The Report has heard a number of public officials including Stark County Commissioner Janet Creighton (a Republican) say that it was unfair to expect Perez (as auditor) to have ferreted Frustaci out inasmuch as "county auditor" is a misnomer in that the position does not call for the auditing of the Stark County treasurer's office.   Good reason that she should.  Because Frustaci's activity overlapped into her term as auditor as well as that of her successor (to fill out her unexpired term) and Republican Party appointee Brant Luther.

Nonetheless, the Stark County electorate seems to have bought into the criticism and zeroed in on Perez and refused to return him to office.

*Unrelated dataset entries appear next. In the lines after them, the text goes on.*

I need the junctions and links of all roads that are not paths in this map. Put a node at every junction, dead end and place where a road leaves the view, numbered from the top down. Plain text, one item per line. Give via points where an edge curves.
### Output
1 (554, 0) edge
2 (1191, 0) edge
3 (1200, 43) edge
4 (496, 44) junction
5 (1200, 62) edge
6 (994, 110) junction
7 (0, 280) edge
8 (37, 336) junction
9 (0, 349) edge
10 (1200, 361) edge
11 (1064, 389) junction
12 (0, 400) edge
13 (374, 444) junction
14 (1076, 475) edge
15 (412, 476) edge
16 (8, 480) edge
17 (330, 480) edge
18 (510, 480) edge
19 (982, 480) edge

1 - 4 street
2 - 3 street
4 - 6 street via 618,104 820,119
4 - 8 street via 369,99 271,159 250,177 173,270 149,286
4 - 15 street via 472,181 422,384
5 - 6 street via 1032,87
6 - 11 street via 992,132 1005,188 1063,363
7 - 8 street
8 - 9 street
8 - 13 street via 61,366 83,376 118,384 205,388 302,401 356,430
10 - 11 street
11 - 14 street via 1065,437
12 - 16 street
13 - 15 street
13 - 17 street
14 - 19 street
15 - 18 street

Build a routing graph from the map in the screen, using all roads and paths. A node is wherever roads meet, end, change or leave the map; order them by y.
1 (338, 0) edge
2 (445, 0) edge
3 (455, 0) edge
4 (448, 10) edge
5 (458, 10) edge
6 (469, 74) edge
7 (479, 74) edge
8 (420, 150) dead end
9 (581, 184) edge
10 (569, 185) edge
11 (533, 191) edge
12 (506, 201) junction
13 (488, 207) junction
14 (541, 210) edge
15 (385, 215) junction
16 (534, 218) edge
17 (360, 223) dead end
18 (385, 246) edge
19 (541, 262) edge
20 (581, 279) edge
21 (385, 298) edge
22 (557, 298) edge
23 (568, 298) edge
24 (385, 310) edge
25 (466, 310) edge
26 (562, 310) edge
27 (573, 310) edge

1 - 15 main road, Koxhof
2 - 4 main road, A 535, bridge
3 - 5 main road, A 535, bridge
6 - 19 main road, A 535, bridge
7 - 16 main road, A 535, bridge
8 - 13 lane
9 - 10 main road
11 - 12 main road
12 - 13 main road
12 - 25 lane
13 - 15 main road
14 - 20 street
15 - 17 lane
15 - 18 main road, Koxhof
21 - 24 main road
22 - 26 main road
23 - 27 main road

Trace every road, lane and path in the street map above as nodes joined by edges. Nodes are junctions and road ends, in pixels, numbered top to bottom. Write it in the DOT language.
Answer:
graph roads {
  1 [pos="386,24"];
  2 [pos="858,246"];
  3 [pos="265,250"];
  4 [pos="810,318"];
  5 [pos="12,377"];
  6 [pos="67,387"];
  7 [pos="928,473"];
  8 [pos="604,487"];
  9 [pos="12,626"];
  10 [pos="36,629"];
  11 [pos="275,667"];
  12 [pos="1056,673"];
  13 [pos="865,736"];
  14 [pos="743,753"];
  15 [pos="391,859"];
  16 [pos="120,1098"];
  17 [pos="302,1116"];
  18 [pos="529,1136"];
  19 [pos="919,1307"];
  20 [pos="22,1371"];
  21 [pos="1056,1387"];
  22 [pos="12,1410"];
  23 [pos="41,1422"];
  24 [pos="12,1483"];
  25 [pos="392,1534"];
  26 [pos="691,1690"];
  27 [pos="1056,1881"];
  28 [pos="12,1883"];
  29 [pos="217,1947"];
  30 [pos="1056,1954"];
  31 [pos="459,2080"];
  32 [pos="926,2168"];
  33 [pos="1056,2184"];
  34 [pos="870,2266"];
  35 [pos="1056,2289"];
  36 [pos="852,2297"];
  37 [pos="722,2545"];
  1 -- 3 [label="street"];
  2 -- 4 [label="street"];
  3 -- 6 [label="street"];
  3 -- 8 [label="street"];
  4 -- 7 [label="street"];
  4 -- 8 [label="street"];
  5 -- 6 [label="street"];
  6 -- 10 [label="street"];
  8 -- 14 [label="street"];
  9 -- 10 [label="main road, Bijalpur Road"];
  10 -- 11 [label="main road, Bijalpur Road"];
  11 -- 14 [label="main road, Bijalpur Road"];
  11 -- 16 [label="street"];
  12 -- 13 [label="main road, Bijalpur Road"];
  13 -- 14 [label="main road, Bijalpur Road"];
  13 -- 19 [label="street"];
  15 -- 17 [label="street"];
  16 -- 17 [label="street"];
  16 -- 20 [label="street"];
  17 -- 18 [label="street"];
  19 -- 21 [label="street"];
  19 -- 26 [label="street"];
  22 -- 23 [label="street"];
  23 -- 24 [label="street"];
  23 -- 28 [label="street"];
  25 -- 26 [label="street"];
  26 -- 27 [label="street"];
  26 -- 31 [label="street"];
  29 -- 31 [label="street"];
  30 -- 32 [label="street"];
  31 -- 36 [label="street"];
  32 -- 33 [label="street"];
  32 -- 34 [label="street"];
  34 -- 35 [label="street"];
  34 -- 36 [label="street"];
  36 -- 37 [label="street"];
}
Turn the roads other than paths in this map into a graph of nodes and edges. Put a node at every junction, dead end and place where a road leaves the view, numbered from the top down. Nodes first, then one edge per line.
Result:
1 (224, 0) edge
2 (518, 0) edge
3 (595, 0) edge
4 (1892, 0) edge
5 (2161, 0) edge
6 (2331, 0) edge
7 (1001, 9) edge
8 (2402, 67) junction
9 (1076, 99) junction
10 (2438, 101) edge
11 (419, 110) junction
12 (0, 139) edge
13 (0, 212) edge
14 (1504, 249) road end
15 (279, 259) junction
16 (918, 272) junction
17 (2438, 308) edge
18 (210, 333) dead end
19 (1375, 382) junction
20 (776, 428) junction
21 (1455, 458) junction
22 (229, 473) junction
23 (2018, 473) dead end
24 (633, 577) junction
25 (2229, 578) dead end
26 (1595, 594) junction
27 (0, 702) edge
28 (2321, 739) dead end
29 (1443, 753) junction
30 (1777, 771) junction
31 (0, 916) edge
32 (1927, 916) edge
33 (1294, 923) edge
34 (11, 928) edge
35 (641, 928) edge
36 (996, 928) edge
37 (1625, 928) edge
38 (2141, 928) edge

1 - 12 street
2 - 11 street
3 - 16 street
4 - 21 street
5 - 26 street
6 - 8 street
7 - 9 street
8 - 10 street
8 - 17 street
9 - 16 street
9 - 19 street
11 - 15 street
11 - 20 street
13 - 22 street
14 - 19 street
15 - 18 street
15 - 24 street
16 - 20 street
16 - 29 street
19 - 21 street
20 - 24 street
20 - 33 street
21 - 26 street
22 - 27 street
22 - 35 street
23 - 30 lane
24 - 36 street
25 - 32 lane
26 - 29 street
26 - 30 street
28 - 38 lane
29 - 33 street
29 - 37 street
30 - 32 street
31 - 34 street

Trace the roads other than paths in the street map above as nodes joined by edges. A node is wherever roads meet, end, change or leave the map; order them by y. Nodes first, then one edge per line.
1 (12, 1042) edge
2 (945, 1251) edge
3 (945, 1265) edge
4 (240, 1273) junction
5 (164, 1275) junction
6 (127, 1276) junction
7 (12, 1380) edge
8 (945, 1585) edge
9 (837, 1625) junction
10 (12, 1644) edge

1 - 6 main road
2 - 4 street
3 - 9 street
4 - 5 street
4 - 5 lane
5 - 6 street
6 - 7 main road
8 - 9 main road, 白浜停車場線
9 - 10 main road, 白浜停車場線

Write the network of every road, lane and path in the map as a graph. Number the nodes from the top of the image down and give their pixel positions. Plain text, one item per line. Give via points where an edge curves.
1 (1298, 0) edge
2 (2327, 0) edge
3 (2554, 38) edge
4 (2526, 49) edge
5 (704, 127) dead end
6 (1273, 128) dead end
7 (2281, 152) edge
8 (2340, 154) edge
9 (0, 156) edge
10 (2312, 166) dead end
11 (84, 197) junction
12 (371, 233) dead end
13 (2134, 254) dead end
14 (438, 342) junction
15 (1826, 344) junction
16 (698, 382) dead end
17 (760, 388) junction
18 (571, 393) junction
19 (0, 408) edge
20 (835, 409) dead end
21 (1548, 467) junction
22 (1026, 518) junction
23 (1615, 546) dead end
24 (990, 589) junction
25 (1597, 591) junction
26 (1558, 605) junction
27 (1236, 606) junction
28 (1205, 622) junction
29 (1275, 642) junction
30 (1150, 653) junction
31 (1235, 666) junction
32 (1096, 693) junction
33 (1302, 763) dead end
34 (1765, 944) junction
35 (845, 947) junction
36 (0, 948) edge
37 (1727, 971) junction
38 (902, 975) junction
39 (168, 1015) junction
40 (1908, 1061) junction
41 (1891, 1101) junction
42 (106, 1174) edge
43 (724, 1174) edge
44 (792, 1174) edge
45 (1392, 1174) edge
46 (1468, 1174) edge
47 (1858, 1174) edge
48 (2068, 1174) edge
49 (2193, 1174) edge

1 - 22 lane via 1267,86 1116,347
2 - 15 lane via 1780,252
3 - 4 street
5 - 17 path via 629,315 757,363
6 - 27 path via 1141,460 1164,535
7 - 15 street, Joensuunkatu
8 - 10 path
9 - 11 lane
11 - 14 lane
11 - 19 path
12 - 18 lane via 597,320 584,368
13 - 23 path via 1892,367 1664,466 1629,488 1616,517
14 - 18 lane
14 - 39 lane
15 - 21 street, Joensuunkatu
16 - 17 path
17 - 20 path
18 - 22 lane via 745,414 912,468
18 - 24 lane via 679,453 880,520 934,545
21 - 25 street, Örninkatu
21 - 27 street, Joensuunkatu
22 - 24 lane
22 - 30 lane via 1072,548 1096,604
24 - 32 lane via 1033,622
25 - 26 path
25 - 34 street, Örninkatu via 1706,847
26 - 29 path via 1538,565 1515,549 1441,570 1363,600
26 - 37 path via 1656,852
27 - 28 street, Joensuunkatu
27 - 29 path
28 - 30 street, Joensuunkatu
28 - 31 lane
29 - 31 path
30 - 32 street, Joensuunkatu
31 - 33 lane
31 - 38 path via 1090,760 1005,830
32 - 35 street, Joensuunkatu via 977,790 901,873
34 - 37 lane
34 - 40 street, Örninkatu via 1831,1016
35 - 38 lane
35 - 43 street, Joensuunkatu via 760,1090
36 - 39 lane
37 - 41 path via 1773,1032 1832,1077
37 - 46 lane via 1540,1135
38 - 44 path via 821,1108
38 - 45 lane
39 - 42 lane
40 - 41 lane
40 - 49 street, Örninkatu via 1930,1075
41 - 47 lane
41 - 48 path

One might argue that Kim Perez's political profile these days (having been tossed from office) is not exactly one that someone like Healy would be anxious to embrace. 


Probably so.

But donning the Healy mindset, one thing possibly to be taken from Mayor Healy putting himself in a position of letting it leak out that he had "met informally" with Perez concerning Perez's interest of getting appointed to succeed former sanitation supervision Byron Carson at about $64,000 per annum, is that Healy is feeling awfully confident that he is a "shoe-in" to be re-elected mayor come this November.

While Balint couches Healy ("if he is not re-elected") in a humility context, the SCPR declines the temptation to entertain the notion that Healy "really" thinks there is a realistic chance he will be defeated by Republican "Chip" Conde come this fall's election.

And if there is anywhere that Kim Perez has any political clout, it is in the political/geographic zone of Canton, Ohio.  The SCPR believes that Perez remains a political insider in the Stark County Democratic Party and Healy is certainly aware of such.




So in line with Mayor Healy being "all things political," it makes complete sense that he would capitalize on the Perez appearance on the 8th floor for whatever it is worth (not that Healy actually thinks he needs any help) within the political context of a 9 to 1 Democrat registration majority within Canton and Perez having won big and often in the boundaries the Canton city limits.  


Politicians like Healy are by their very nature insecure.  They are very much "don't look a gift-horse in the mouth" types. 

Accordingly, The Report believes that Healy is being purposely and politically coy with Perez. 


And who can blame Perez for "doing the dance?"


It just may land him a job at $64,000 smackeroos, while scores of politically unconnected Cantonians drool in a dreamworld that they too might have an opportunity to become Canton's superintendent of the sanitation department.


Now if Healy was running countywide, would he be so quick to publicly embrace Perez?